(Data records)
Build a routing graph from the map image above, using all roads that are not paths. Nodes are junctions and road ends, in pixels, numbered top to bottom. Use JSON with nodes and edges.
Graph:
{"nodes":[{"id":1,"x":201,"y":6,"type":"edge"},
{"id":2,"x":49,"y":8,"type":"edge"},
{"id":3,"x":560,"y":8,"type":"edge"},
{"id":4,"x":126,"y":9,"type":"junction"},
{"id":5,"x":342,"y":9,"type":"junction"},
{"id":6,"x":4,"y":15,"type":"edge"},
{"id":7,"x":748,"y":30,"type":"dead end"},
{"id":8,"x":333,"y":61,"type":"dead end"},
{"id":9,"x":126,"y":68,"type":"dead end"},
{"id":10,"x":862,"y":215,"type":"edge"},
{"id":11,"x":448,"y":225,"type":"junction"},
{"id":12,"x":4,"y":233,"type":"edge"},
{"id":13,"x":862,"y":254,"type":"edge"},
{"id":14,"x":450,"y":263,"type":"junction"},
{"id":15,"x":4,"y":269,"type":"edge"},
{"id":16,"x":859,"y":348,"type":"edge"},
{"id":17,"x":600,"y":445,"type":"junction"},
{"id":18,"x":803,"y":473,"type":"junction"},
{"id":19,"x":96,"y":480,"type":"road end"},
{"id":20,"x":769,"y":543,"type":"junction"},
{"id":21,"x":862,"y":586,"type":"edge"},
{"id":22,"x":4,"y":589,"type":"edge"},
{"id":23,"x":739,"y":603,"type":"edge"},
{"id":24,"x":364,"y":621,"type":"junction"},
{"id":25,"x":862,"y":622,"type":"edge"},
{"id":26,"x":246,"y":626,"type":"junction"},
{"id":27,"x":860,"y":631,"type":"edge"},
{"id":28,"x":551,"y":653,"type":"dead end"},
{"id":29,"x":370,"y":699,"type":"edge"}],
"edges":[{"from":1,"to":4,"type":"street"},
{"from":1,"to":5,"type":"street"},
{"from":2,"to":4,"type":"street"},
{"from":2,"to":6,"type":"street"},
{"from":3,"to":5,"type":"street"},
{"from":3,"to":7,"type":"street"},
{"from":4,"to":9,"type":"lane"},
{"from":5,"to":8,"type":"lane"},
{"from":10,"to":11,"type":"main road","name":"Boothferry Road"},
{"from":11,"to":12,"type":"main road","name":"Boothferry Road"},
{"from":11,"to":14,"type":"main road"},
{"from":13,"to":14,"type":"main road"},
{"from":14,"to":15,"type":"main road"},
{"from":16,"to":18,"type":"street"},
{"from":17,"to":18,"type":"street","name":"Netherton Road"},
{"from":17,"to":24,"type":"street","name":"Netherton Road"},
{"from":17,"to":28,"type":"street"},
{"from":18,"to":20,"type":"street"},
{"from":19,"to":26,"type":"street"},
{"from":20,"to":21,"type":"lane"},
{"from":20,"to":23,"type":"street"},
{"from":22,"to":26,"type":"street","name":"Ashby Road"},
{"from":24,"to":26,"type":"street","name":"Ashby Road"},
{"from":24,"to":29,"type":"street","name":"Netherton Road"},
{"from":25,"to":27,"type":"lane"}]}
---
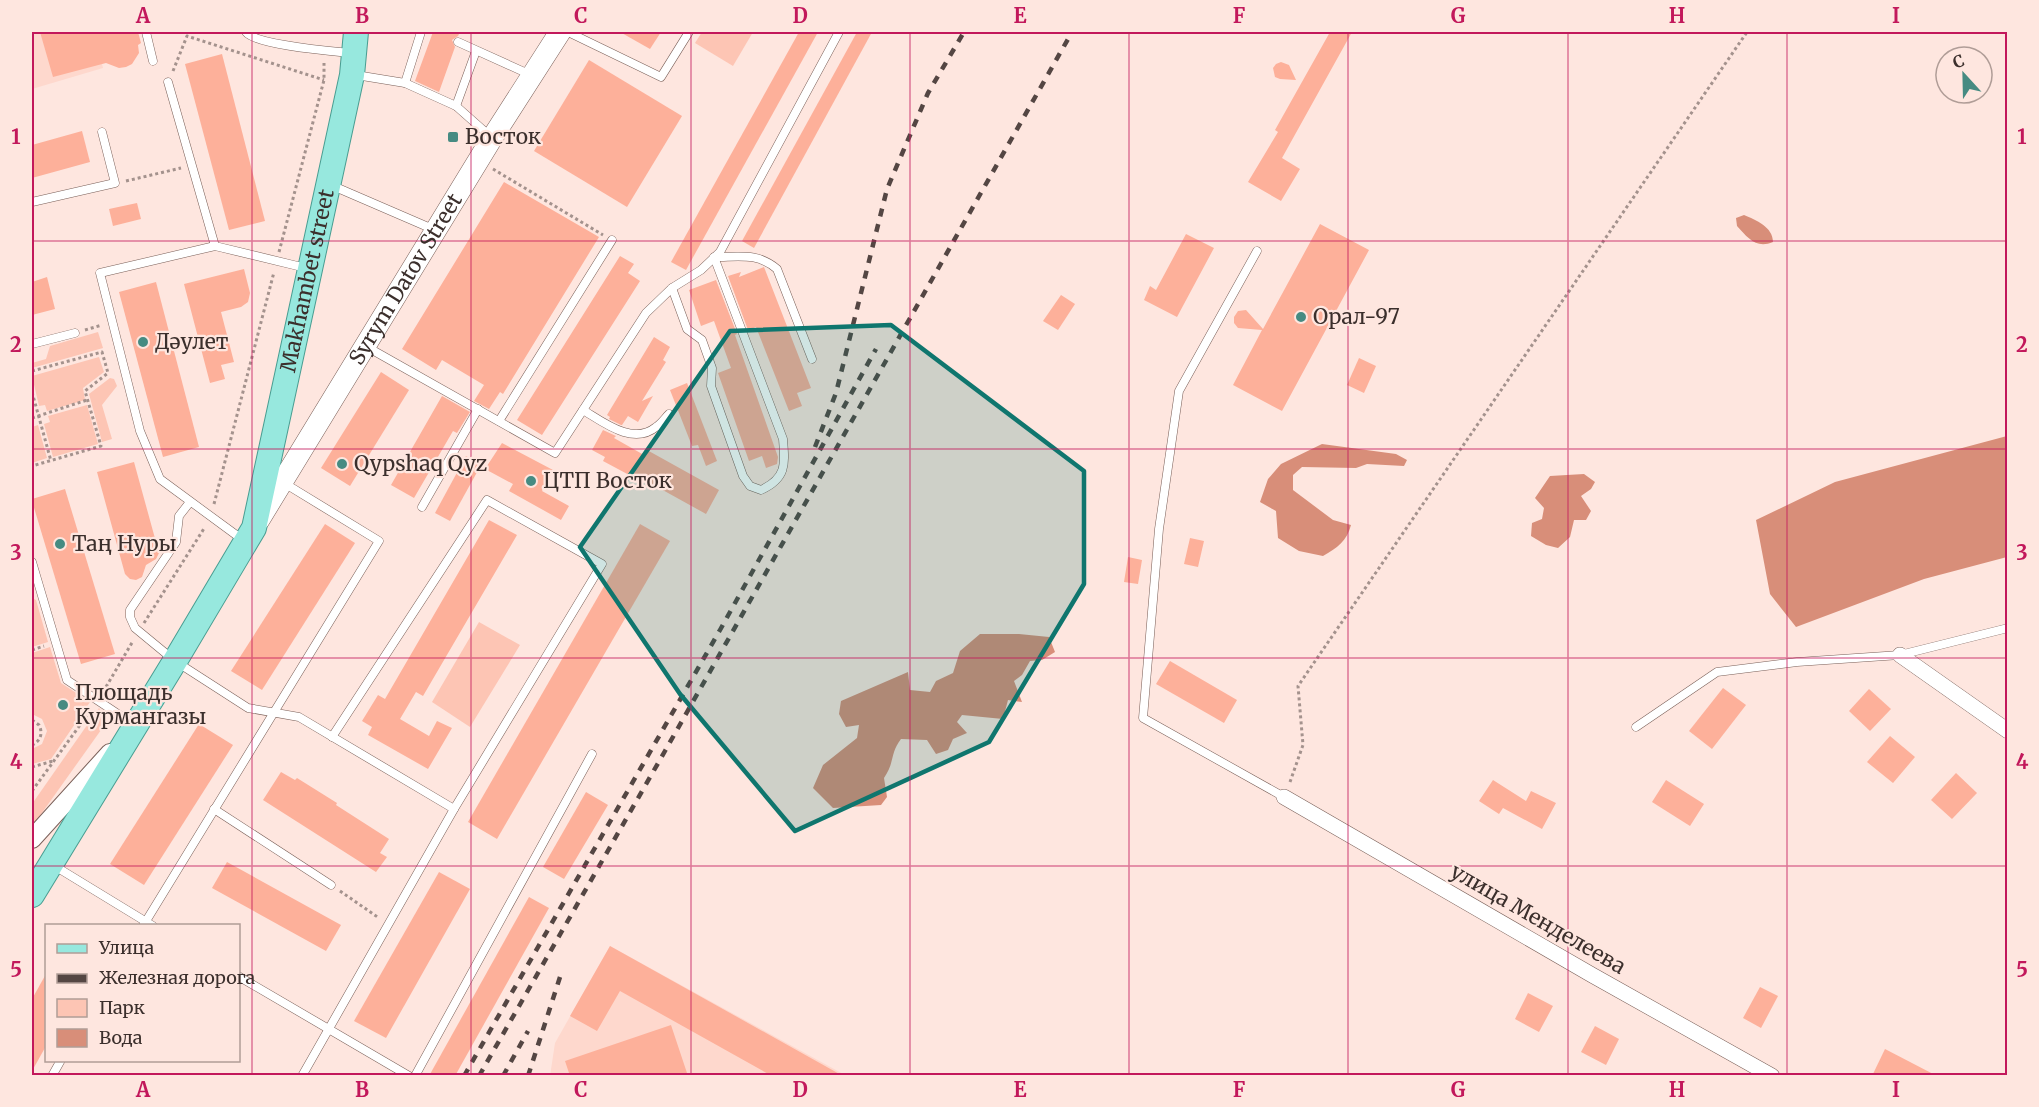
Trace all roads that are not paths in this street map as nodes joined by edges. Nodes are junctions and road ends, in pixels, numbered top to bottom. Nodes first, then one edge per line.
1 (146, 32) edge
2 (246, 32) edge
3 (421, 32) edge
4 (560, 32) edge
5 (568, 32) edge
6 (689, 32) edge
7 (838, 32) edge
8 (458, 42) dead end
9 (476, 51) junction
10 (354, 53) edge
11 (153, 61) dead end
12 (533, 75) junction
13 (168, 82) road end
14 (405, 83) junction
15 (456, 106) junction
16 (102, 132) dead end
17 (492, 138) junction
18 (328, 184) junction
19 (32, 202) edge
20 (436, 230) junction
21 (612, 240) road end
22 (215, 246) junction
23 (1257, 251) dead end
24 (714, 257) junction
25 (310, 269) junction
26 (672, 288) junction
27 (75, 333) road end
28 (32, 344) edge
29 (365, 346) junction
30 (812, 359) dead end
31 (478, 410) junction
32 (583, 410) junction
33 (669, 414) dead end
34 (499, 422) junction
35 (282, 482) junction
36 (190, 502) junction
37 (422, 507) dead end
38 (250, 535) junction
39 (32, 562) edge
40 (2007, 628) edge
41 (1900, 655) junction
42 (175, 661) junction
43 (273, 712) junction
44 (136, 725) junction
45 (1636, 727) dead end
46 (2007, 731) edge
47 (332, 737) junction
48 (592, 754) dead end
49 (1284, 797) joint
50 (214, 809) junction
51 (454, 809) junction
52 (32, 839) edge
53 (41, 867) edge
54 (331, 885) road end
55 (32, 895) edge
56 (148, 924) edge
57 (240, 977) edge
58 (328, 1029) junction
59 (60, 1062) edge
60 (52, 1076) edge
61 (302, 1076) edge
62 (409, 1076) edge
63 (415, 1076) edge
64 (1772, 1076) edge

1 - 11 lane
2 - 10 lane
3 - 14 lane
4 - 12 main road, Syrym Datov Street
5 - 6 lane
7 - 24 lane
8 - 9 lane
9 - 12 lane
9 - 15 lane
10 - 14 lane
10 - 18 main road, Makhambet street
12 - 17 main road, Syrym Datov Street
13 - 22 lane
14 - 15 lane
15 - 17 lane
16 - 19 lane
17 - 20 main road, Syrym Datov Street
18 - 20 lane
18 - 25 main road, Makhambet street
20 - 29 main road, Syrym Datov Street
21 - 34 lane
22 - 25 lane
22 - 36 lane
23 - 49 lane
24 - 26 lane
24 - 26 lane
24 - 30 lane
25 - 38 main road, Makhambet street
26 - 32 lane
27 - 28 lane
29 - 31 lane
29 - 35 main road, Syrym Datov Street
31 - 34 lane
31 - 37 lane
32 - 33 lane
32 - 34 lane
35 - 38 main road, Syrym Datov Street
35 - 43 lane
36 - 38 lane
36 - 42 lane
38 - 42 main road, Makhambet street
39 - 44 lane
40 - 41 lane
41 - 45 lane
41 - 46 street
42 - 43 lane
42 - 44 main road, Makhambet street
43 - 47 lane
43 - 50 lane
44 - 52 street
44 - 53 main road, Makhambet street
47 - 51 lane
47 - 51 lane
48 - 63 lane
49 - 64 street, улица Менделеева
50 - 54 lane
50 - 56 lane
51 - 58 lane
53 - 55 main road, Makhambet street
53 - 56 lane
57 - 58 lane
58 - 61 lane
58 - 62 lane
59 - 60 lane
--
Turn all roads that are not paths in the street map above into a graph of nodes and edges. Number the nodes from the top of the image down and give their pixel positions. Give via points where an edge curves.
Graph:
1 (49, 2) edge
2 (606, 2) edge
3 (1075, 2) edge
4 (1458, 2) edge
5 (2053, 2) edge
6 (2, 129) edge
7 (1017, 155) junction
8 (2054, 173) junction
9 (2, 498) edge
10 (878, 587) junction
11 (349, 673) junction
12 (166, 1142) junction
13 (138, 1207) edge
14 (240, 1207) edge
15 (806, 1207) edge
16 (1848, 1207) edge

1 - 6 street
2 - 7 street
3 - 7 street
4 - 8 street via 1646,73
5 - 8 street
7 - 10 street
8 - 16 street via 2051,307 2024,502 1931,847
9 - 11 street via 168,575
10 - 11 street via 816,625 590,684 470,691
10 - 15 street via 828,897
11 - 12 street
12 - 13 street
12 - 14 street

What you will do:
Lines containing the string "image" in the entries above should be counted. State that number alone.

Output of the task:
2